Eames cited the prosecution of “Soldier F” in the 1972 Bloody Sunday massacre as another case in which assurances have been provided, but relatives are concerned the bill may hinder or even block proceedings.
“We understand that existing cases will be allowed to progress,” Eames said. “But of course we, like the Bloody Sunday families, have our doubts now.
“Technically, it shouldn’t impact the case. But we’re in uncharted territory now. So we don’t know what to expect.”
Victims campaigner Kenny Donaldson, from the South East Fermanagh Foundation, believes Downey’s lawyers will try to use the new legislation to get the case thrown out now.
“This is why we oppose the bill,” Donaldson told Al Jazeera. “We believe paramilitary groups should be made accountable and answer for what they are alleged to have done.”

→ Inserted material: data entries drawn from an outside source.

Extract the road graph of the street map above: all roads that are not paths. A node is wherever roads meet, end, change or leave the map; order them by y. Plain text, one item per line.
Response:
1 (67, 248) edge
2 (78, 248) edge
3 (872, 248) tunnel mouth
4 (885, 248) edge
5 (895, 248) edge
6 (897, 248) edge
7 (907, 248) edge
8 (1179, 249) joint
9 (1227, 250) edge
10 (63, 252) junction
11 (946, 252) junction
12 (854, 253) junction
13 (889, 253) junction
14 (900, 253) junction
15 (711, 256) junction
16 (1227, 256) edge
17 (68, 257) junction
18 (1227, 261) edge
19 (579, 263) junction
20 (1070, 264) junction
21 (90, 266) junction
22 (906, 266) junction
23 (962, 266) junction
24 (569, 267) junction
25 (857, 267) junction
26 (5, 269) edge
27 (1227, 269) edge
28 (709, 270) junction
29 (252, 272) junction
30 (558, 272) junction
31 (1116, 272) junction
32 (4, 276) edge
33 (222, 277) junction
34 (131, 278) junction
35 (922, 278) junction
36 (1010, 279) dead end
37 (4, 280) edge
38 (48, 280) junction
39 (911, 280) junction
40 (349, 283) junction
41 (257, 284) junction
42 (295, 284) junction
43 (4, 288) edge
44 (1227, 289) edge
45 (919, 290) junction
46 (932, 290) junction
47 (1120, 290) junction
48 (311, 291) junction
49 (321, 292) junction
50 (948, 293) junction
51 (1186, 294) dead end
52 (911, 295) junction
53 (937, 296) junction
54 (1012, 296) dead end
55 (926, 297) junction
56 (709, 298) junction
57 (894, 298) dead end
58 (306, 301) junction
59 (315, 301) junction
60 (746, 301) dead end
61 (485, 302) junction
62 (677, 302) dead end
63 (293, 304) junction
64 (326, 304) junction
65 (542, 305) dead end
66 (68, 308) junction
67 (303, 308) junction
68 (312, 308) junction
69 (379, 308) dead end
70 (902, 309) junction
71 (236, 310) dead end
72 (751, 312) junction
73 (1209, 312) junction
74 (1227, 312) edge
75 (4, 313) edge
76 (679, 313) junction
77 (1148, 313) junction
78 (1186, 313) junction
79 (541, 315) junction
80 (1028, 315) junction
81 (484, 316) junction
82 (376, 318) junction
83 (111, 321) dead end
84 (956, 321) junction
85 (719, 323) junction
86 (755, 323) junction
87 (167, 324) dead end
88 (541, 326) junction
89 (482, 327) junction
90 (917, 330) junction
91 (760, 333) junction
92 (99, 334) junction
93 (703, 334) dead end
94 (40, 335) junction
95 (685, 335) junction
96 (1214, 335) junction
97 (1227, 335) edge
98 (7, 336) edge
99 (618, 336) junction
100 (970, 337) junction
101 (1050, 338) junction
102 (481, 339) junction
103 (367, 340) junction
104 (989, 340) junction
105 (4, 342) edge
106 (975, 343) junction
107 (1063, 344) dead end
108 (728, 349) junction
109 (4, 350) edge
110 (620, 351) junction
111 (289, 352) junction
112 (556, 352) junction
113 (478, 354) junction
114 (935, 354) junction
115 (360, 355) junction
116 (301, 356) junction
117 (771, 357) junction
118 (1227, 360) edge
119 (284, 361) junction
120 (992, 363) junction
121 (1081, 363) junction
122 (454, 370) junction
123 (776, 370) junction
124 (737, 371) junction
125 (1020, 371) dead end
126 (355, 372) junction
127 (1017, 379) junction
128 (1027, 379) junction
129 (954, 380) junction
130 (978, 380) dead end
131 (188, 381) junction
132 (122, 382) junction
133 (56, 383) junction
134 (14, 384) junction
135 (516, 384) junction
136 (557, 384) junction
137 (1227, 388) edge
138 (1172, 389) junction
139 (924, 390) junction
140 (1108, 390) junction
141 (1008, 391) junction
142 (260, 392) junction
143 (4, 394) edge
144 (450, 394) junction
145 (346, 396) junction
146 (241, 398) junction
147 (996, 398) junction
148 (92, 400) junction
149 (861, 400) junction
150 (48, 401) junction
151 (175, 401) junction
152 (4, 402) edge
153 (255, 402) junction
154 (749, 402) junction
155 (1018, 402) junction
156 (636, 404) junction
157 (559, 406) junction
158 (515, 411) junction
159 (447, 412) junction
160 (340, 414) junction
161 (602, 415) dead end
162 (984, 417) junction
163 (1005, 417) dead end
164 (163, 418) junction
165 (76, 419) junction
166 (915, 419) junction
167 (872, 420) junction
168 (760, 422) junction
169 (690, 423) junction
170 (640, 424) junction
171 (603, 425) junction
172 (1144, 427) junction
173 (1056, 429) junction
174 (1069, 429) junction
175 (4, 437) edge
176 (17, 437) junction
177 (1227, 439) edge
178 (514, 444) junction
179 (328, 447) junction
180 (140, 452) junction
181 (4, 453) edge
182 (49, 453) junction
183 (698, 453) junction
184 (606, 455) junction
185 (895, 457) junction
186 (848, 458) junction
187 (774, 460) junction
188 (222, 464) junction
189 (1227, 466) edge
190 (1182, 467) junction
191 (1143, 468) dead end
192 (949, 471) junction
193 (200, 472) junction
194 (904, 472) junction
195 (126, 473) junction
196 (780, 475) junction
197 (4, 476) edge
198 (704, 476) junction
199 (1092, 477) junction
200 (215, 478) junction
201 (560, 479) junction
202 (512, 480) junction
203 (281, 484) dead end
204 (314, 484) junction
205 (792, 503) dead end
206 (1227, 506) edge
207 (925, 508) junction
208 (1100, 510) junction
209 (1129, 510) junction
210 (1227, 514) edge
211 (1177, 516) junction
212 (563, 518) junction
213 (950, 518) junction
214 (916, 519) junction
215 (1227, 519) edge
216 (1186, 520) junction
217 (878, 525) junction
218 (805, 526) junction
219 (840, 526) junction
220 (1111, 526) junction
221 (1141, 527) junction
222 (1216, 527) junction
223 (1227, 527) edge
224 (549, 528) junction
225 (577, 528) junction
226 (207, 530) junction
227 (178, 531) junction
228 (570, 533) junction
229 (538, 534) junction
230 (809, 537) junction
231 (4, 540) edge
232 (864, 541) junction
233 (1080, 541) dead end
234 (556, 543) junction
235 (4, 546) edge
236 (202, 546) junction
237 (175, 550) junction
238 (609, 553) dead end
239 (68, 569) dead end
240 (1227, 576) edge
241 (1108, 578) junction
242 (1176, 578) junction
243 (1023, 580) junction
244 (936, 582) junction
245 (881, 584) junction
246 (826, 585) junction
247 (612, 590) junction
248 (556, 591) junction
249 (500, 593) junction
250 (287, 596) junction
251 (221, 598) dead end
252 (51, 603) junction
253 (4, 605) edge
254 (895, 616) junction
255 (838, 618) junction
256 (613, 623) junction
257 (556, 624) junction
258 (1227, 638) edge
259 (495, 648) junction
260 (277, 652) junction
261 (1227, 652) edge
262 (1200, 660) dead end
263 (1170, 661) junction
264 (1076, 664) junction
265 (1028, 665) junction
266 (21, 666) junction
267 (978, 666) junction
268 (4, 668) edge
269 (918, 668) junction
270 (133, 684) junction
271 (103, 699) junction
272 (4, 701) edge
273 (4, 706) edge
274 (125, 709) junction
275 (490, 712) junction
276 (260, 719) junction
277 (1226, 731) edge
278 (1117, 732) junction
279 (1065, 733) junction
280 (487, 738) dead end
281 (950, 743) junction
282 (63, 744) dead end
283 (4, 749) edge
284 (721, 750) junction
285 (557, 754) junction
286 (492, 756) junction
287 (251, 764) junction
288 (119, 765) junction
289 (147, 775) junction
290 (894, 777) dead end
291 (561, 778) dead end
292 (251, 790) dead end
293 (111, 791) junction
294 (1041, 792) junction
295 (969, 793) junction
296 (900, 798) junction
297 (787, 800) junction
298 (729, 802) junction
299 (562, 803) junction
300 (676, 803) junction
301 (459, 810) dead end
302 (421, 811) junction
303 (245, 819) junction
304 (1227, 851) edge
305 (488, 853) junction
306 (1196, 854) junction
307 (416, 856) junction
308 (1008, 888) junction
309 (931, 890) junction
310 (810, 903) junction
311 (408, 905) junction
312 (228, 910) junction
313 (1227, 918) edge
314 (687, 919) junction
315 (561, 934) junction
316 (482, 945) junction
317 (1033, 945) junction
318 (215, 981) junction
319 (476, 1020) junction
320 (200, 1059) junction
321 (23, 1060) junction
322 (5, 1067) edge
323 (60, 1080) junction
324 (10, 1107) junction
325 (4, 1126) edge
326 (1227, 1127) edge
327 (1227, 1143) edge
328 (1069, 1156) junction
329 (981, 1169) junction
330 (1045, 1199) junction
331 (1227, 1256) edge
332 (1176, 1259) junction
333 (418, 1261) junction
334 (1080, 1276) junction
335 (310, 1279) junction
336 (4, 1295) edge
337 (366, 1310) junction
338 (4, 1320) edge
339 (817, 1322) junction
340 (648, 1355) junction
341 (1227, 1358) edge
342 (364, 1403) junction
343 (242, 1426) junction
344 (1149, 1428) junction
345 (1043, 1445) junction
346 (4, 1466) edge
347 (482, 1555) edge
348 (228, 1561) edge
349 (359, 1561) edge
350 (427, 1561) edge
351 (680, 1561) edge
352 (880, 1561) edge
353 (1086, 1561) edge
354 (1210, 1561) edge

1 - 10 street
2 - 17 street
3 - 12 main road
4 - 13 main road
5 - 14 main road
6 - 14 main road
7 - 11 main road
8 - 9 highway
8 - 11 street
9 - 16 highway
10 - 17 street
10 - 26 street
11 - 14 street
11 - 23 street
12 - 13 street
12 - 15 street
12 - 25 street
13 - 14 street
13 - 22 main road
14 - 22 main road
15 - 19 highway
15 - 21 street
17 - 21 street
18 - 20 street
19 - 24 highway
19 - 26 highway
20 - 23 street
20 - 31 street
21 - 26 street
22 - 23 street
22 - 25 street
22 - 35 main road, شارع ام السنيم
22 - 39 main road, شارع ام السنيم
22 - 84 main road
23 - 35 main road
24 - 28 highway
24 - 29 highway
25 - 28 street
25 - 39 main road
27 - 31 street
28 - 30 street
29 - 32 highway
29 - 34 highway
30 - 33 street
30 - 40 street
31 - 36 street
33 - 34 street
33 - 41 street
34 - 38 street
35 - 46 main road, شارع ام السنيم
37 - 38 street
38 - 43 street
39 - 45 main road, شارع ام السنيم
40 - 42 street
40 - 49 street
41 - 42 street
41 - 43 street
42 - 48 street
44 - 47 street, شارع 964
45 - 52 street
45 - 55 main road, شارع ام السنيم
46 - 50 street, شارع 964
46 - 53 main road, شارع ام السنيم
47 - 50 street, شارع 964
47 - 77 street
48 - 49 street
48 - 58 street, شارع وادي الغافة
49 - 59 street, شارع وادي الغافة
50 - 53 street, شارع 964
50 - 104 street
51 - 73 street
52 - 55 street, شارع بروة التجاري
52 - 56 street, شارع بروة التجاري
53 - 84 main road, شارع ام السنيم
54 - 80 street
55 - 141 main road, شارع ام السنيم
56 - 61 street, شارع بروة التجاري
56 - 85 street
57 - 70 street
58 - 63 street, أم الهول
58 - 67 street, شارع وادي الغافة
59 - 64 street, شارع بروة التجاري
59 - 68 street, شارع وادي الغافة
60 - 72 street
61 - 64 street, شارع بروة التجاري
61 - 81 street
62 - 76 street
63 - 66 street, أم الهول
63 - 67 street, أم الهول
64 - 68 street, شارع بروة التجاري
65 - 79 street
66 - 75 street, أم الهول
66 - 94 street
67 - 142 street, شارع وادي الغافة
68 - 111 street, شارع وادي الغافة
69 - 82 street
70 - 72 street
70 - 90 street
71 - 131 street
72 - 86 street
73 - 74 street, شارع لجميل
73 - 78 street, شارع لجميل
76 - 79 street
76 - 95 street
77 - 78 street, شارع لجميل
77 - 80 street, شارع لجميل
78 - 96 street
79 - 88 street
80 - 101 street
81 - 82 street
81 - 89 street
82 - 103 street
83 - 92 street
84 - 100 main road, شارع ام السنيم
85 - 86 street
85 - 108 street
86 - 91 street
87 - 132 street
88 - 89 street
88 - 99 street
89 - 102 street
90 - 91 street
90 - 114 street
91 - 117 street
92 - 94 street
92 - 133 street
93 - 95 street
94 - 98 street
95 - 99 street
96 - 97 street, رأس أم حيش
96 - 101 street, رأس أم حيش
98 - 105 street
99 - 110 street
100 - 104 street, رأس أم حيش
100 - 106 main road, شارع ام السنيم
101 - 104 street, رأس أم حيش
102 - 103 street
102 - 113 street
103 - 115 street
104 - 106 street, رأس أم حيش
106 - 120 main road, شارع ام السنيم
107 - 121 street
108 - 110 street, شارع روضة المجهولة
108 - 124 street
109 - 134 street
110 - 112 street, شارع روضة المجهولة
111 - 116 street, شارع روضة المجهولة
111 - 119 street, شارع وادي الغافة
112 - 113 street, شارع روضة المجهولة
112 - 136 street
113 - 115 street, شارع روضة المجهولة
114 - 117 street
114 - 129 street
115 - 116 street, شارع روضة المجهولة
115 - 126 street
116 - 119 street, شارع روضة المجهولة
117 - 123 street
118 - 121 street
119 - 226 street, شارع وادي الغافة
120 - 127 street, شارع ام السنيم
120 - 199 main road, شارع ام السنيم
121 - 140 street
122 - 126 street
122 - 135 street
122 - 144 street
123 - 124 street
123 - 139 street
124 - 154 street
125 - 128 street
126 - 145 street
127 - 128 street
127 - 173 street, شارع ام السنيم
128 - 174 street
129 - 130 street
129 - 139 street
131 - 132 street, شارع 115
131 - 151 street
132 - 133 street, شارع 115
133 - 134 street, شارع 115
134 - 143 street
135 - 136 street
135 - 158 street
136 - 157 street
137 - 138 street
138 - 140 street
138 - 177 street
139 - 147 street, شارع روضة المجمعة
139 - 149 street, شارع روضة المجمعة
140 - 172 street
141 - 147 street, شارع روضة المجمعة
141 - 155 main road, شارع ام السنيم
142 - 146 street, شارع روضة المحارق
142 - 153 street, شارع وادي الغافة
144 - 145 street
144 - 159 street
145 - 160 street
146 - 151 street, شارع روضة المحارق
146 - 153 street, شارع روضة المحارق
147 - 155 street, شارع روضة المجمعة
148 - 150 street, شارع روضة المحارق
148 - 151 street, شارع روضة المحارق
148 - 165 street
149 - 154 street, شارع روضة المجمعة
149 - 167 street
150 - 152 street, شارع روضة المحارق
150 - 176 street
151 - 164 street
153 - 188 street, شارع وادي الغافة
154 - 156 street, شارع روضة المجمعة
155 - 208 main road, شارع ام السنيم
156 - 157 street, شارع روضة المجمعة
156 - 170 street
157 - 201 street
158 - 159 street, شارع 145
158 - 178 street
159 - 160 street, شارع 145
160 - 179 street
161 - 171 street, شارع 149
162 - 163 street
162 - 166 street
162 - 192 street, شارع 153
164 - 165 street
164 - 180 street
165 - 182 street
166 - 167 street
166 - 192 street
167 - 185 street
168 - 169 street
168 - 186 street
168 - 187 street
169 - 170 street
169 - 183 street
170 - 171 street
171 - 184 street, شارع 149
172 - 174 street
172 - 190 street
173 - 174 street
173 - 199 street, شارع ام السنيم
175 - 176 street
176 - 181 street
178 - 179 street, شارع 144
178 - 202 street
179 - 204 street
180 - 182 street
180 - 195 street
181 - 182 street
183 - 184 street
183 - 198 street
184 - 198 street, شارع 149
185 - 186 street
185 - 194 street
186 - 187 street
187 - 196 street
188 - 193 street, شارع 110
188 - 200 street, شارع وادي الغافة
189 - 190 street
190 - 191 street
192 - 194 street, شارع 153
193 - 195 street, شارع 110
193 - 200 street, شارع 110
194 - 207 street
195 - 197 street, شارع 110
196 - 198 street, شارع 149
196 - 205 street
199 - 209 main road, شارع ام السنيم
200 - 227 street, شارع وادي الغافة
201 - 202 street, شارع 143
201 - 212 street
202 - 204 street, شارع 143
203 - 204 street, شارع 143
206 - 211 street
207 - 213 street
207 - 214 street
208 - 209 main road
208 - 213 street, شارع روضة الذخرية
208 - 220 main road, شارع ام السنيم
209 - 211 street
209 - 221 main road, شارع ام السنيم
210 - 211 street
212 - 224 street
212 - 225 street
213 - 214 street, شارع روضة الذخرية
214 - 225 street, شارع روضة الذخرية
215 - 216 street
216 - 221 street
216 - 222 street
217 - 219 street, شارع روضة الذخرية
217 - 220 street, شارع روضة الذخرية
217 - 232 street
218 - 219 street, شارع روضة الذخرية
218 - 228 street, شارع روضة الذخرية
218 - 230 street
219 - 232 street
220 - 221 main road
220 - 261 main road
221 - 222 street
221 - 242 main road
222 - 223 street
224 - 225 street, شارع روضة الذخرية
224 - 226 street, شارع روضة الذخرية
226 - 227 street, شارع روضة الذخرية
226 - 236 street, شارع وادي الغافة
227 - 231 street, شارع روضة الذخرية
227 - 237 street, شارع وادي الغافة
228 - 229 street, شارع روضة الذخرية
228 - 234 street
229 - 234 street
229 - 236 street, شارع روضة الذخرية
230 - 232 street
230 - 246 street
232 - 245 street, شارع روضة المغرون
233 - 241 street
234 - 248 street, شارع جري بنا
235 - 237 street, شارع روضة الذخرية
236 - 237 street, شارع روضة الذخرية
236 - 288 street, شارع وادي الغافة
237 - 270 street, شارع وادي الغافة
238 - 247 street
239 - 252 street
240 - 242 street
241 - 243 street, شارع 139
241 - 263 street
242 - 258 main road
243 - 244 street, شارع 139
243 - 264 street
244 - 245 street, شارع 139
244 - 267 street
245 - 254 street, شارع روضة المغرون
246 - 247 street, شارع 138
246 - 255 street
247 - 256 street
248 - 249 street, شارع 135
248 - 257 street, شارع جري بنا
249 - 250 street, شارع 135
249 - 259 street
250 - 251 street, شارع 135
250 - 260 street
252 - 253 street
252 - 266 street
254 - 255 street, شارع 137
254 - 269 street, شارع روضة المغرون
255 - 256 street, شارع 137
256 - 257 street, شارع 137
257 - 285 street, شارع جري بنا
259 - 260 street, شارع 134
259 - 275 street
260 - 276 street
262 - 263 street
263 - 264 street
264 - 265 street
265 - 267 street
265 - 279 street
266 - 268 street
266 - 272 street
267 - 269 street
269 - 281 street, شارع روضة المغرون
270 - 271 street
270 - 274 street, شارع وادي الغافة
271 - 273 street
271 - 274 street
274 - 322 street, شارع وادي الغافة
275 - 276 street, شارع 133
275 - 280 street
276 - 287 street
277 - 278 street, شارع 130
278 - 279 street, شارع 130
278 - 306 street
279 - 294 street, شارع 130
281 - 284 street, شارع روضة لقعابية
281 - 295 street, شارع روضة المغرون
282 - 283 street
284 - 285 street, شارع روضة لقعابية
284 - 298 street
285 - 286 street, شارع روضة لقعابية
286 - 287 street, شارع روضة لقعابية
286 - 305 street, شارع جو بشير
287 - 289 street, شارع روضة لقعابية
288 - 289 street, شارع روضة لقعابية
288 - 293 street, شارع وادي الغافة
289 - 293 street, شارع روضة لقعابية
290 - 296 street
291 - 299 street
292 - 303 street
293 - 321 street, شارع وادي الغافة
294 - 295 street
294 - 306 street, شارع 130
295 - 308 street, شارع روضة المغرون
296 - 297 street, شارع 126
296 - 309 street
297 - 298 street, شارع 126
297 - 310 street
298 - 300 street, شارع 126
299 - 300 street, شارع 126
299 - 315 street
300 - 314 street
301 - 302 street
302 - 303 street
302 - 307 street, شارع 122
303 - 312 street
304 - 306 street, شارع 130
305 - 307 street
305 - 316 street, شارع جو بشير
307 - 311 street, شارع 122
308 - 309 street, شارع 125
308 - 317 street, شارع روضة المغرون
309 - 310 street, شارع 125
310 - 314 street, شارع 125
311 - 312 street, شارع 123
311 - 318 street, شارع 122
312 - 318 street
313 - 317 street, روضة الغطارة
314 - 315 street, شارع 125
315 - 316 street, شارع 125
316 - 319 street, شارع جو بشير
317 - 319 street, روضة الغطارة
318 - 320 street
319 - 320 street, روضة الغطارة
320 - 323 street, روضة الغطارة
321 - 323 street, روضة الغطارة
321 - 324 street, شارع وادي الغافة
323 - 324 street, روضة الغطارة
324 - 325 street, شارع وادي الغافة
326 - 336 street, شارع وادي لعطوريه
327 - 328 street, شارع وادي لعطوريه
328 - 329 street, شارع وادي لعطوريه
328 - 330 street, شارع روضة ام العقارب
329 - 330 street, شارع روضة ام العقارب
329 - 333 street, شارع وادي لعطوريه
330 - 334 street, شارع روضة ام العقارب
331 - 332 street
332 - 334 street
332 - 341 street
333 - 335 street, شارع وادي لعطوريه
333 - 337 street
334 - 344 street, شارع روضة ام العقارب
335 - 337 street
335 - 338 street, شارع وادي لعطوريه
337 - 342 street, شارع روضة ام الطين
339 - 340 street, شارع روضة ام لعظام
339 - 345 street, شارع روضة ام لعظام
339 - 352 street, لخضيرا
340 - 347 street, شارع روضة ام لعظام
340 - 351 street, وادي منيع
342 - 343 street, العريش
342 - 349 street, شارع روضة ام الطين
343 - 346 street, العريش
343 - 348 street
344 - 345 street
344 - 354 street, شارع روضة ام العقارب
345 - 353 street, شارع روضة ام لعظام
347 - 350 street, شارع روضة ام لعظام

Eoin Morley, notorious spy murder case, 1990
Eoin Morley was shot dead on April 15, 1990, allegedly murdered by a secret agent operating inside the Provisional Irish Republican Army at the time.
His murder took place on Easter Sunday in County Down. He was shot twice after masked men dragged him from his girlfriend’s house in the Derrybeg estate near the centre of Newry.
Morley’s mother, Eilish, has brought a criminal prosecution and sought damages against Peter Keeley (a former agent who has also gone under the pseudonym of Kevin Fulton) for alleged involvement in her son’s death.
Hers is the lead case in nearly 30 lawsuits being taken against the ex-British spy in connection with a series of paramilitary murders and attacks while he was working for a covert military intelligence unit.
According to Winters, who is also representing Morley, a legal challenge is being brought against the Police Ombudsman over the “failure to set aside the original Ombudsman’s findings in connection with the investigation into the killing of Eoin Morley”.
“We are saying to the Ombudsman that it needs to investigate that case again in light of new information and evidence,” he told Al Jazeera. “And the Ombudsman is currently reviewing its position on the legal challenge.”
He highlighted the additional pressure brought by the new legislation in attempts to get such cases heard, adding: “Yet again, the same difficulty that has emerged with the Hooded Men case has also emerged with this legal challenge.
“The challenge is twofold in these cases: getting the challenge over the line and giving legal effect to what is hopefully a successful court challenge. And this is all being done against the difficult background of doing this within a relatively short timespan.
“Britain’s role in the conflict through its state agencies, and abuse of informants and agents, is at the centre of a lot of this litigation. And the easiest way to get rid of this litigation is to push through this new bill and shut it all down.”